About this exercise → Would you return each entry exactly as written, omitting any pictures?

(Items listed in a dataset)
■ ■ ■ ■
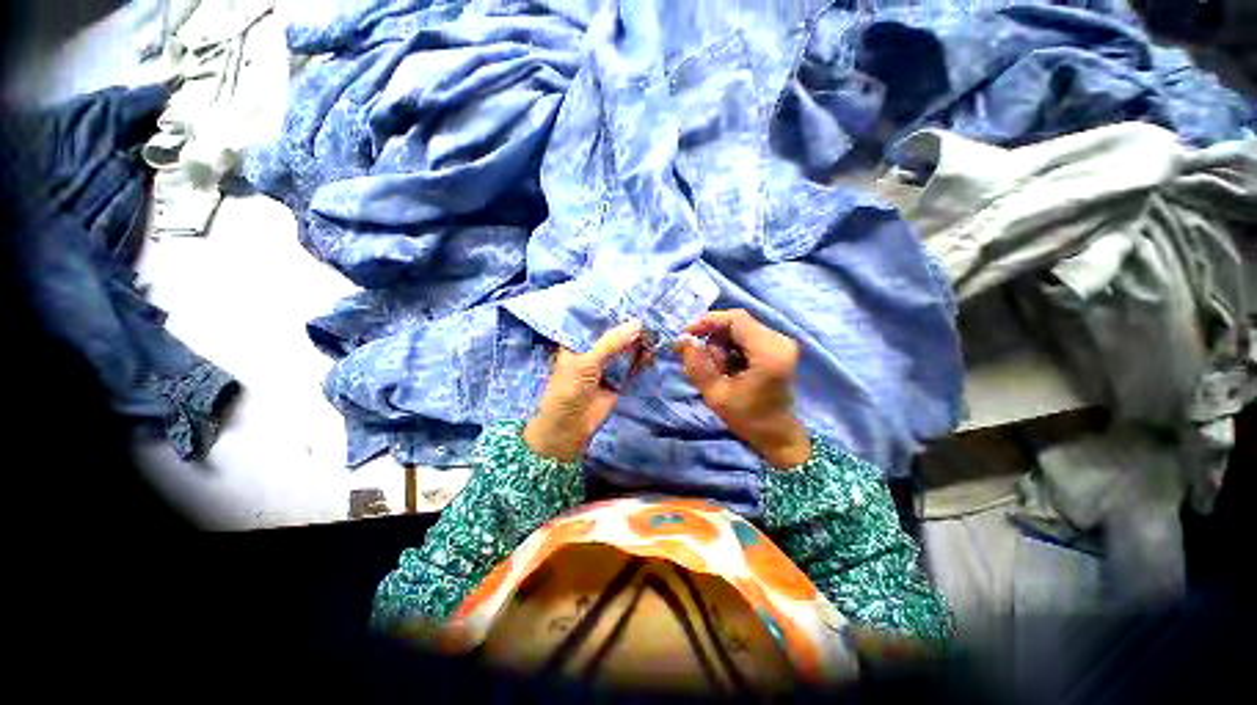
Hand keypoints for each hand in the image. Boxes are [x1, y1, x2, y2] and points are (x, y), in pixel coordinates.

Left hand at [524, 320, 649, 461]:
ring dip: (638, 342)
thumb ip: (611, 343)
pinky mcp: (619, 379)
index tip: (631, 299)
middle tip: (650, 315)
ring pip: (625, 349)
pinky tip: (651, 351)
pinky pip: (633, 365)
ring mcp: (607, 365)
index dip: (612, 312)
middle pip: (614, 335)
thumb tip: (637, 324)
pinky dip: (642, 359)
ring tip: (654, 331)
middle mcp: (593, 350)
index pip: (595, 321)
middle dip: (629, 327)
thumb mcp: (586, 362)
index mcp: (577, 342)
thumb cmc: (569, 389)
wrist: (571, 427)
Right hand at [678, 309, 811, 468]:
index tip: (687, 334)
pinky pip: (745, 337)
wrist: (778, 436)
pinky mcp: (777, 347)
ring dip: (721, 346)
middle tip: (701, 360)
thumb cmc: (749, 419)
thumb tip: (683, 341)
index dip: (708, 321)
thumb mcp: (716, 395)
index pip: (736, 320)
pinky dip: (730, 349)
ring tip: (719, 371)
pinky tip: (728, 369)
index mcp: (769, 352)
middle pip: (737, 323)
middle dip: (714, 338)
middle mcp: (779, 341)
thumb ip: (698, 365)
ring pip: (739, 329)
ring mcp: (780, 343)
■ ■ ■ ■
Output →
Hand keypoints for each hand in the image. Boxes are [x1, y1, x2, y2] and points are (x, y), in pixel coordinates.

Left hand at [524, 320, 649, 461]:
ring dip: (638, 342)
thumb ip: (611, 343)
pinky mcp: (619, 379)
index tip: (631, 299)
middle tip: (650, 315)
ring pip: (625, 349)
pinky tip: (651, 351)
pinky pip: (633, 365)
ring mcp: (607, 365)
index dip: (612, 312)
middle pip: (614, 335)
thumb tip: (637, 324)
pinky dip: (642, 359)
ring tip: (654, 331)
middle mcp: (593, 350)
index pip: (595, 321)
middle dip: (629, 327)
thumb mcp: (586, 362)
index mcp: (577, 342)
thumb cmc: (569, 389)
wrist: (571, 427)
Right hand at [678, 309, 811, 468]:
index tip: (687, 334)
pinky pip: (745, 337)
wrist: (778, 436)
pinky mcp: (777, 347)
ring dip: (721, 346)
middle tip: (701, 360)
thumb cmc: (749, 419)
thumb tip: (683, 341)
index dip: (708, 321)
thumb mcp: (716, 395)
index pip: (736, 320)
pinky dip: (730, 349)
ring tip: (719, 371)
pinky tip: (728, 369)
index mcp: (769, 352)
middle pip: (737, 323)
middle dip: (714, 338)
middle mcp: (779, 341)
thumb ip: (698, 365)
ring pip: (739, 329)
ring mcp: (780, 343)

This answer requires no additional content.